Os americanos com a produção de xisto que voltou a ganhar espaço com os preços mais elevados do barril. Do outro lado a Opep com os demais produtores que segurou a produção em cerca de 1,8 milhão de barris por dia, ajudando a elevar o preço do barril. Com isso, se criaram as condições para os EUA retomarem uma maior produção de xisto.

Mas à medida que os EUA produzem mais, eles importam menos e assim dão conta do seu consumo diário de quase 20 milhões de barris. Fato que contribui para reduzir os preços do barril no mercado mundial. Em novembro de 2017, a produção dos EUA chegou a 10 milhões de barris, próximo do seu recorde.

Valor, 1 fev. 2018, P. A11. [3]
Os EUA levam uma vantagem e sofre outra desvantagem neste cenário. De um lado, porque ao contrário dos projetos convencionais de petróleo que podem levar muitos anos para entrar em produção, os poços de xisto podem ser perfurado em em duas semanas e a um custo bem menor, em milhões de dólares. Isto permite que as empresas do setor possam responder rapidamente às flutuações de preços do mercado de petróleo.

De outro lado é muito complexo e quase impossível tamponar os poços de xisto e interromper a produção depois dela inciada, porque as perdas são muito grandes. Além disso, os efeitos ambientais da exploração de xisto com os frackings (tecnologia do fraturamento hidráulico) são cada vez mais devastadores e questionados por comunidades e pelos órgãos de controle do ambiente, que neste mandato de Trump foram calados.

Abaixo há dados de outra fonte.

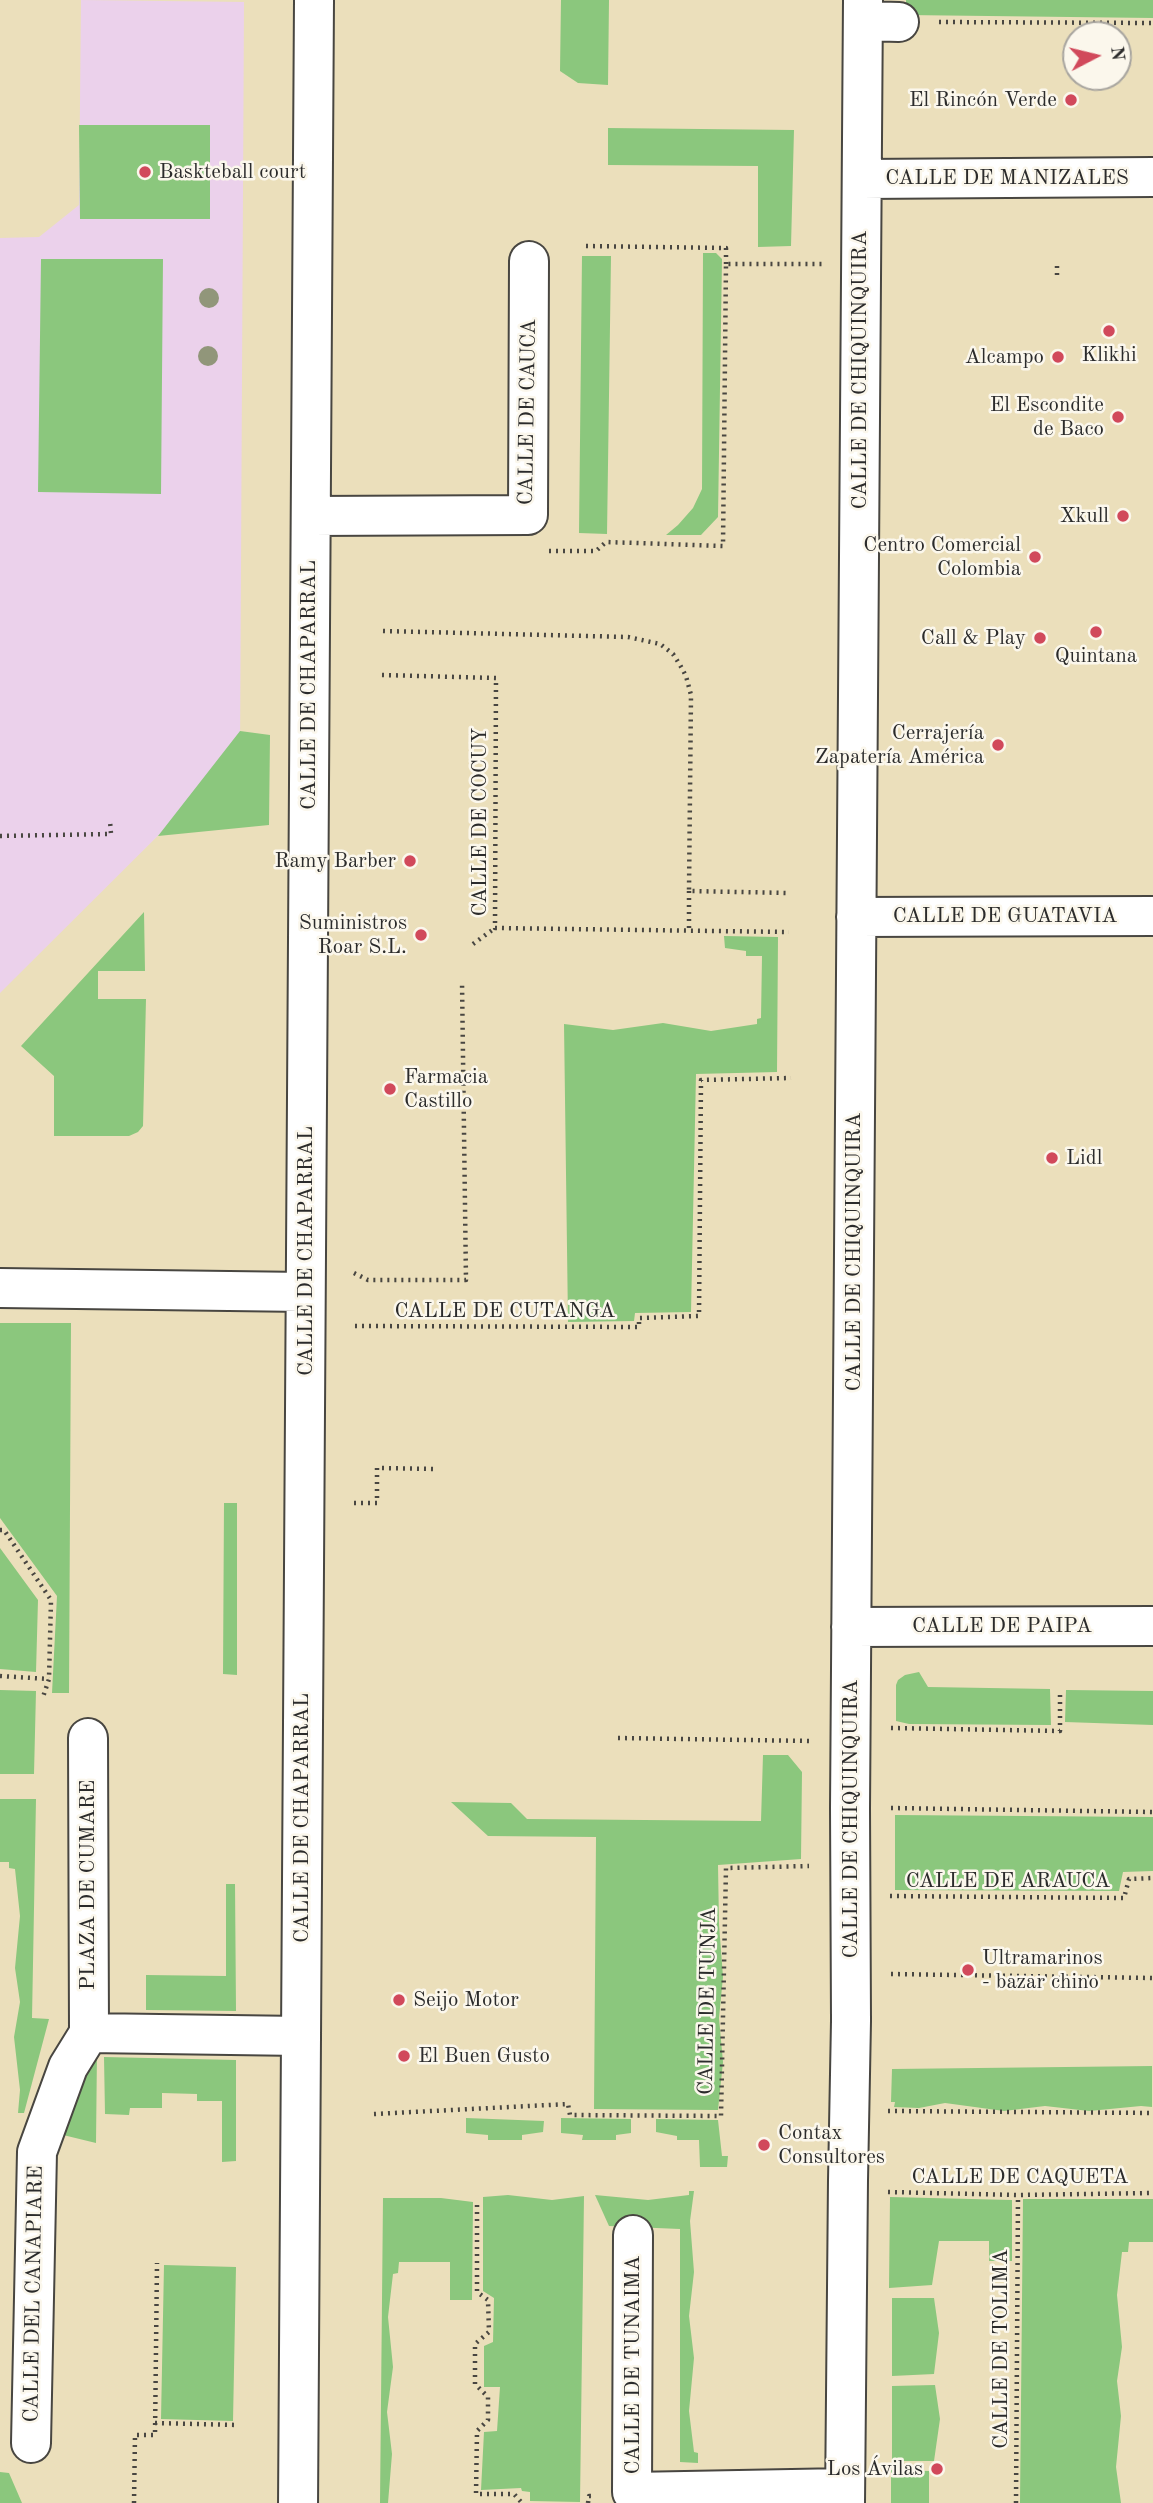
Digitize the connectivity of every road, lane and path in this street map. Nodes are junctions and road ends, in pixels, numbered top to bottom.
1 (314, 0) edge
2 (875, 14) edge
3 (1153, 23) edge
4 (1153, 177) edge
5 (862, 179) junction
6 (586, 246) dead end
7 (529, 261) dead end
8 (1057, 261) dead end
9 (726, 264) junction
10 (861, 264) junction
11 (1056, 275) dead end
12 (311, 516) junction
13 (596, 551) dead end
14 (383, 631) dead end
15 (382, 675) dead end
16 (110, 821) dead end
17 (0, 836) edge
18 (689, 891) junction
19 (789, 893) dead end
20 (1153, 915) edge
21 (856, 917) junction
22 (495, 928) junction
23 (689, 931) junction
24 (789, 932) dead end
25 (473, 944) dead end
26 (462, 981) dead end
27 (791, 1077) dead end
28 (354, 1273) dead end
29 (0, 1288) edge
30 (305, 1292) junction
31 (355, 1326) dead end
32 (435, 1469) dead end
33 (354, 1503) dead end
34 (0, 1530) edge
35 (1153, 1626) edge
36 (851, 1627) junction
37 (0, 1676) edge
38 (49, 1679) junction
39 (1060, 1694) dead end
40 (43, 1698) dead end
41 (891, 1728) dead end
42 (88, 1738) dead end
43 (618, 1738) dead end
44 (812, 1741) dead end
45 (891, 1808) dead end
46 (1153, 1812) edge
47 (810, 1866) dead end
48 (1153, 1878) edge
49 (890, 1896) dead end
50 (890, 1974) dead end
51 (1153, 1978) edge
52 (89, 2033) junction
53 (301, 2036) junction
54 (898, 2111) dead end
55 (1153, 2113) edge
56 (374, 2114) dead end
57 (886, 2192) dead end
58 (1153, 2193) edge
59 (1018, 2195) junction
60 (477, 2205) dead end
61 (633, 2235) dead end
62 (157, 2263) dead end
63 (155, 2423) junction
64 (239, 2425) dead end
65 (31, 2443) dead end
66 (845, 2496) edge
67 (134, 2503) edge
68 (298, 2503) edge
69 (522, 2503) edge
70 (1016, 2503) edge

1 - 12 street, CALLE DE CHAPARRAL
2 - 3 path
2 - 5 street, CALLE DE CHIQUINQUIRA
4 - 5 street, CALLE DE MANIZALES
5 - 10 street, CALLE DE CHIQUINQUIRA
6 - 9 path
7 - 12 street, CALLE DE CAUCA
8 - 11 path
9 - 10 path
9 - 13 path
10 - 21 street, CALLE DE CHIQUINQUIRA
12 - 30 street, CALLE DE CHAPARRAL
14 - 18 path
15 - 22 path, CALLE DE COCUY
16 - 17 path
18 - 19 path
18 - 23 path
20 - 21 street, CALLE DE GUATAVIA
21 - 36 street, CALLE DE CHIQUINQUIRA
22 - 23 path, CALLE DE COCUY
22 - 25 path
23 - 24 path, CALLE DE COCUY
26 - 28 path
27 - 31 path, CALLE DE CUTANGA
29 - 30 street
30 - 53 street, CALLE DE CHAPARRAL
32 - 33 path
34 - 38 path
35 - 36 street, CALLE DE PAIPA
36 - 66 street, CALLE DE CHIQUINQUIRA
37 - 38 path
38 - 40 path
39 - 41 path
42 - 52 street, PLAZA DE CUMARE
43 - 44 path
45 - 46 path
47 - 56 path, CALLE DE TUNJA
48 - 49 path, CALLE DE ARAUCA
50 - 51 path
52 - 53 street
52 - 65 street, CALLE DEL CANAPIARE
53 - 68 street, CALLE DE CHAPARRAL
54 - 55 path
57 - 59 path, CALLE DE CAQUETA
58 - 59 path, CALLE DE CAQUETA
59 - 70 path, CALLE DE TOLIMA
60 - 69 path
61 - 66 street, CALLE DE TUNAIMA
62 - 63 path
63 - 64 path
63 - 67 path

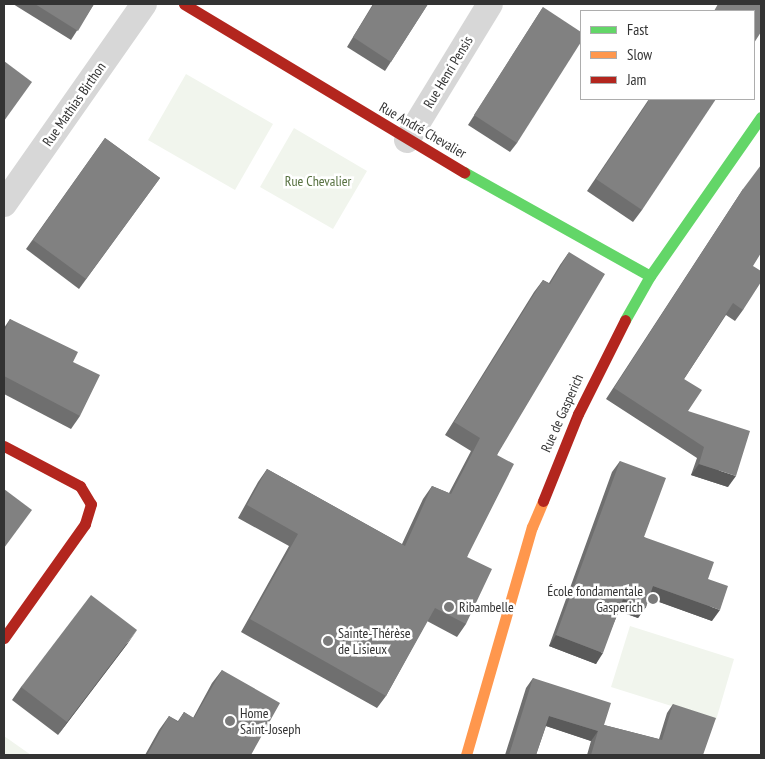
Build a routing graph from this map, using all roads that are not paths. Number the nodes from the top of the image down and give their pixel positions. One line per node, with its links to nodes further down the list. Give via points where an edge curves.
1 (144, 4): 6 (street, Rue Mathias Birthon)
2 (184, 4): 5 (street, Rue André Chevalier)
3 (490, 4): 5 (street, Rue Henri Pensis)
4 (761, 118): 7 (street, Rue de Gasperich)
5 (407, 140): 7 (street, Rue André Chevalier)
6 (4, 204)
7 (650, 276): 10 (street, Rue de Gasperich, via 601,364 551,475 532,527)
8 (4, 446): 9 (street, via 80,486 91,504 85,524)
9 (4, 638)
10 (466, 755)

Essa relação entre as flutuações de preços do mercado e a produção é tão rápida - e direta - que atualmente, os departamentos econômicos dos bancos de investimentos que atuam no setor, já fazem a conta de que, com o preço do barril no patamar de US$ 70, a produção americana se eleva em 500 mil barris por dia. O que leva a um cenário da produção americana a 10,3 milhões de barris neste ano e 10,9 milhões de barris em 2019. [3] [4]

Assim, esta disputa tende a se manter por algum tempo. A nova fronteira exploratória do Brasil com o pré-sal - a maior descoberta da última década no mundo - também interferirá, brevemente, com a ampliação ainda maior da nossa exportação de petróleo cru com os 7 (sete) sistemas de produção que têm previsão de entrar em funcionamento, ainda em 2018.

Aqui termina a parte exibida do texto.